*** Opening of DATASET RECORDS ***

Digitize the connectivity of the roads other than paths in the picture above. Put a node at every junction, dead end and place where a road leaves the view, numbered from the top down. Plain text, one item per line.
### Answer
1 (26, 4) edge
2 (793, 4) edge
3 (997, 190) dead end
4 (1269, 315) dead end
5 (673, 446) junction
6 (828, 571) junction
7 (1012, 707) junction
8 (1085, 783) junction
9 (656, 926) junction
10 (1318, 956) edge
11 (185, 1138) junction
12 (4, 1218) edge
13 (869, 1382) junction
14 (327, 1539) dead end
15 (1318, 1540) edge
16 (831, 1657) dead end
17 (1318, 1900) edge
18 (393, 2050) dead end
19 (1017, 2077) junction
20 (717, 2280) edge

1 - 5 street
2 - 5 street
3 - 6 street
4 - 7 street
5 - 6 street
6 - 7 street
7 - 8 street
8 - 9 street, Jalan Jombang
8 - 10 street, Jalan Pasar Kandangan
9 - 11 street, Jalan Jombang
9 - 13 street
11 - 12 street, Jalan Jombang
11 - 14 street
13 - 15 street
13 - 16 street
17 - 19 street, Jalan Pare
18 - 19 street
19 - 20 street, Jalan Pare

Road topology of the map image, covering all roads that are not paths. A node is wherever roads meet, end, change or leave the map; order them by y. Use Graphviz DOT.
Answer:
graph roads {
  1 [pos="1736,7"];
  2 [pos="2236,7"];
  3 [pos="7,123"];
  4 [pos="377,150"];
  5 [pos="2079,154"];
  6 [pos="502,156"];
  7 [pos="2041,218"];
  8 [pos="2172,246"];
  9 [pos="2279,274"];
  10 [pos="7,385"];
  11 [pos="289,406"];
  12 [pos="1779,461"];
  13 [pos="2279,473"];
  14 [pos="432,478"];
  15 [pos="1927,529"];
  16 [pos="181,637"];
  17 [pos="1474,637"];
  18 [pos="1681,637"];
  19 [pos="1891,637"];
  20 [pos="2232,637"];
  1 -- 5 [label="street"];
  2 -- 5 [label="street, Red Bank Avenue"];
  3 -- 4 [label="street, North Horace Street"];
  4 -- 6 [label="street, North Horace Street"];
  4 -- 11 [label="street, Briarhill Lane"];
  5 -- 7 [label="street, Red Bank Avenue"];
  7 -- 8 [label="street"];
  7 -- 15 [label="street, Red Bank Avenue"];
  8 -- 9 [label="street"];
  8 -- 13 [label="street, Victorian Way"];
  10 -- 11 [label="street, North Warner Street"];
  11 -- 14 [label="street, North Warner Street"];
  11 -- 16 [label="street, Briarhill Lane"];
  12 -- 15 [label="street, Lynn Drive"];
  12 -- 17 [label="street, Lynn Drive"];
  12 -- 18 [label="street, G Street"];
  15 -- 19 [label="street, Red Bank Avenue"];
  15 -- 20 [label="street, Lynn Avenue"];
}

*** Close of DATASET RECORDS ***

• EXERCISE DESCRIPTION:
Transcribe every record exactly, keeping each line as it is.

• EXPECTED ANSWER:
Digitize the connectivity of the roads other than paths in the picture above. Put a node at every junction, dead end and place where a road leaves the view, numbered from the top down. Plain text, one item per line.
### Answer
1 (26, 4) edge
2 (793, 4) edge
3 (997, 190) dead end
4 (1269, 315) dead end
5 (673, 446) junction
6 (828, 571) junction
7 (1012, 707) junction
8 (1085, 783) junction
9 (656, 926) junction
10 (1318, 956) edge
11 (185, 1138) junction
12 (4, 1218) edge
13 (869, 1382) junction
14 (327, 1539) dead end
15 (1318, 1540) edge
16 (831, 1657) dead end
17 (1318, 1900) edge
18 (393, 2050) dead end
19 (1017, 2077) junction
20 (717, 2280) edge

1 - 5 street
2 - 5 street
3 - 6 street
4 - 7 street
5 - 6 street
6 - 7 street
7 - 8 street
8 - 9 street, Jalan Jombang
8 - 10 street, Jalan Pasar Kandangan
9 - 11 street, Jalan Jombang
9 - 13 street
11 - 12 street, Jalan Jombang
11 - 14 street
13 - 15 street
13 - 16 street
17 - 19 street, Jalan Pare
18 - 19 street
19 - 20 street, Jalan Pare

Road topology of the map image, covering all roads that are not paths. A node is wherever roads meet, end, change or leave the map; order them by y. Use Graphviz DOT.
Answer:
graph roads {
  1 [pos="1736,7"];
  2 [pos="2236,7"];
  3 [pos="7,123"];
  4 [pos="377,150"];
  5 [pos="2079,154"];
  6 [pos="502,156"];
  7 [pos="2041,218"];
  8 [pos="2172,246"];
  9 [pos="2279,274"];
  10 [pos="7,385"];
  11 [pos="289,406"];
  12 [pos="1779,461"];
  13 [pos="2279,473"];
  14 [pos="432,478"];
  15 [pos="1927,529"];
  16 [pos="181,637"];
  17 [pos="1474,637"];
  18 [pos="1681,637"];
  19 [pos="1891,637"];
  20 [pos="2232,637"];
  1 -- 5 [label="street"];
  2 -- 5 [label="street, Red Bank Avenue"];
  3 -- 4 [label="street, North Horace Street"];
  4 -- 6 [label="street, North Horace Street"];
  4 -- 11 [label="street, Briarhill Lane"];
  5 -- 7 [label="street, Red Bank Avenue"];
  7 -- 8 [label="street"];
  7 -- 15 [label="street, Red Bank Avenue"];
  8 -- 9 [label="street"];
  8 -- 13 [label="street, Victorian Way"];
  10 -- 11 [label="street, North Warner Street"];
  11 -- 14 [label="street, North Warner Street"];
  11 -- 16 [label="street, Briarhill Lane"];
  12 -- 15 [label="street, Lynn Drive"];
  12 -- 17 [label="street, Lynn Drive"];
  12 -- 18 [label="street, G Street"];
  15 -- 19 [label="street, Red Bank Avenue"];
  15 -- 20 [label="street, Lynn Avenue"];
}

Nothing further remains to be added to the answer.